For many of us, the COVID-19 Alert Level 4 lockdown was the first experience of what it is like to work from home. Some are now exploring the possibility of continuing this either in a flexible or permanent capacity. In this article we explore some of the key considerations for employers and employees looking at continuing remote-working for its employees.
Health and safety is paramount
When an employee works from home, the home (or part of it) will be a ‘place of work’ for the purposes of the Health and Safety at Work Act 2015. Employees will not necessarily have a safe workstation at home and it will be harder for employers to ensure employees are taking adequate breaks. Work-related stress or workplace (online) bullying may also be hard to detect. Employers should consider:
- what the health and safety risks are working from home and how to manage them;
- how employees will report incidents that happen when working from home; and
- whether their health and safety policies need to be updated.
Temporary or permanent variation?
Changes to an employee’s working conditions such as the location of work can be considered a variation of employment, even if not recorded in writing. If you are looking at allowing employees to work remotely, either on an intermittent basis or permanently, you must communicate clearly with your employee about how this will work and for how long. Employers should:
- determine whether the arrangement will be permanent or temporary, and whether there should be any restriction on who can work from home;
- communicate this clearly to staff and obtain agreement about the parameters around remote working and when this will come to an end and put it in writing; and
- if this is a permanent arrangement, arrange for a formal variation to be recorded in writing.
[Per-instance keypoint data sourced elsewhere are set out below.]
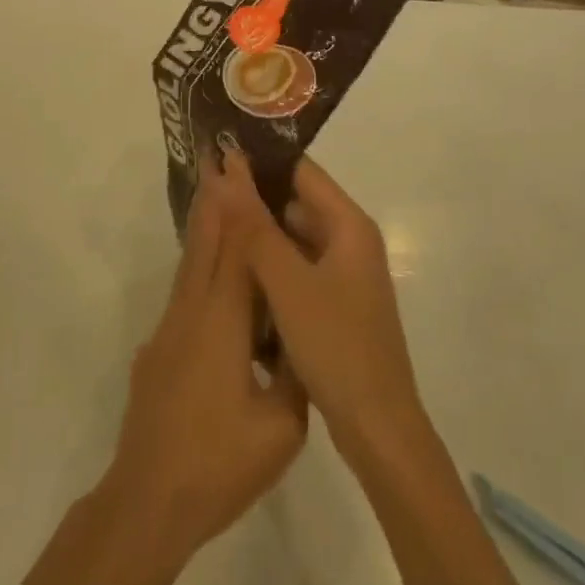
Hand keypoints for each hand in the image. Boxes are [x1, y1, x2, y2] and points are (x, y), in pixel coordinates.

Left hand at [99, 156, 308, 573]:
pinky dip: (198, 262)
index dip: (242, 204)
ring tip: (213, 193)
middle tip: (220, 158)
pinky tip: (207, 267)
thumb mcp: (282, 426)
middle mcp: (192, 311)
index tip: (241, 165)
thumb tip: (302, 339)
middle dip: (216, 199)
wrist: (147, 502)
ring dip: (203, 225)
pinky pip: (185, 290)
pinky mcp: (159, 349)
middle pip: (206, 242)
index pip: (238, 247)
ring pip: (191, 263)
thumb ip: (296, 373)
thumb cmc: (220, 463)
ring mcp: (170, 329)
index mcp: (223, 320)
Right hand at [226, 151, 429, 471]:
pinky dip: (271, 268)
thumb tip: (229, 171)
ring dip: (260, 236)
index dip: (263, 160)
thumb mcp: (288, 283)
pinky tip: (236, 276)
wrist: (378, 429)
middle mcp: (351, 241)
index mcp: (350, 225)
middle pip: (297, 203)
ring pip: (294, 239)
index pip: (302, 170)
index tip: (219, 154)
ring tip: (213, 231)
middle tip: (207, 197)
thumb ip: (256, 228)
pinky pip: (297, 270)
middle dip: (255, 200)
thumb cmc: (336, 345)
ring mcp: (344, 275)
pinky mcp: (335, 304)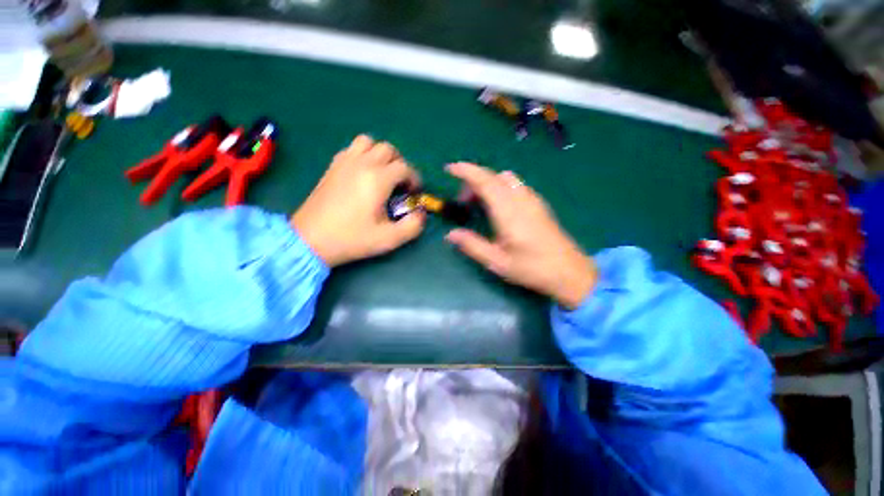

Privacy (both of your employee and client information) and information security
Security of personal information is a key concern when an employee is working remotely. An employer should have a clear policy around the protection of personal information and data both in and out of the office. Employers should consider:
- What information or data will the employee need to have with them at home to meet the requirements of their role? Can that information be accessed remotely?
- How can that information be protected while not in the workplace and how does this fit in with the obligations under the Privacy Act 1993 (and from December, the Privacy Act 2020)? How will the business protect against possible privacy breaches?
- If information is stored by third parties, consider whether that third party’s security protocols and policies are satisfactory.
Setting clear expectations around workload and performance
Employers should set clear expectations around ongoing communication, deadlines and activities. Mismatched understandings can result in significant stress and frustration for both employers and employees. Employers should consider:
- What are the current workflow practices in the workplace and how will these need to change when employees are remote working?
- What are the expectations around customer or client contact? How will this be managed?
- What level of communication must there be between employees and their supervisors or managers?
- How will problems with this way of working be addressed and resolved?
- Will there be regular scheduled meetings with team members?
And what about the costs of working from home?
Allowing remote working, even on a temporary basis, can also have flow on financial effects for both the employer and an employee. Employers should consider:
- Will there be any financial implications (such as fringe benefit taxes)?
- Will the employer pay the employee any additional compensation to contribute to the added costs of working from home (for instance heating)?
- Will other employee benefits be affected (for example the use of work vehicles)?
For any such arrangement to be successful, an employer should set clear expectations around how the remote working practice will work and involve the applicable employees in making those decisions. There will not be a one size to fit all approach for all businesses, but a tailored policy addressing these issues will help businesses to implement successful working from home arrangements.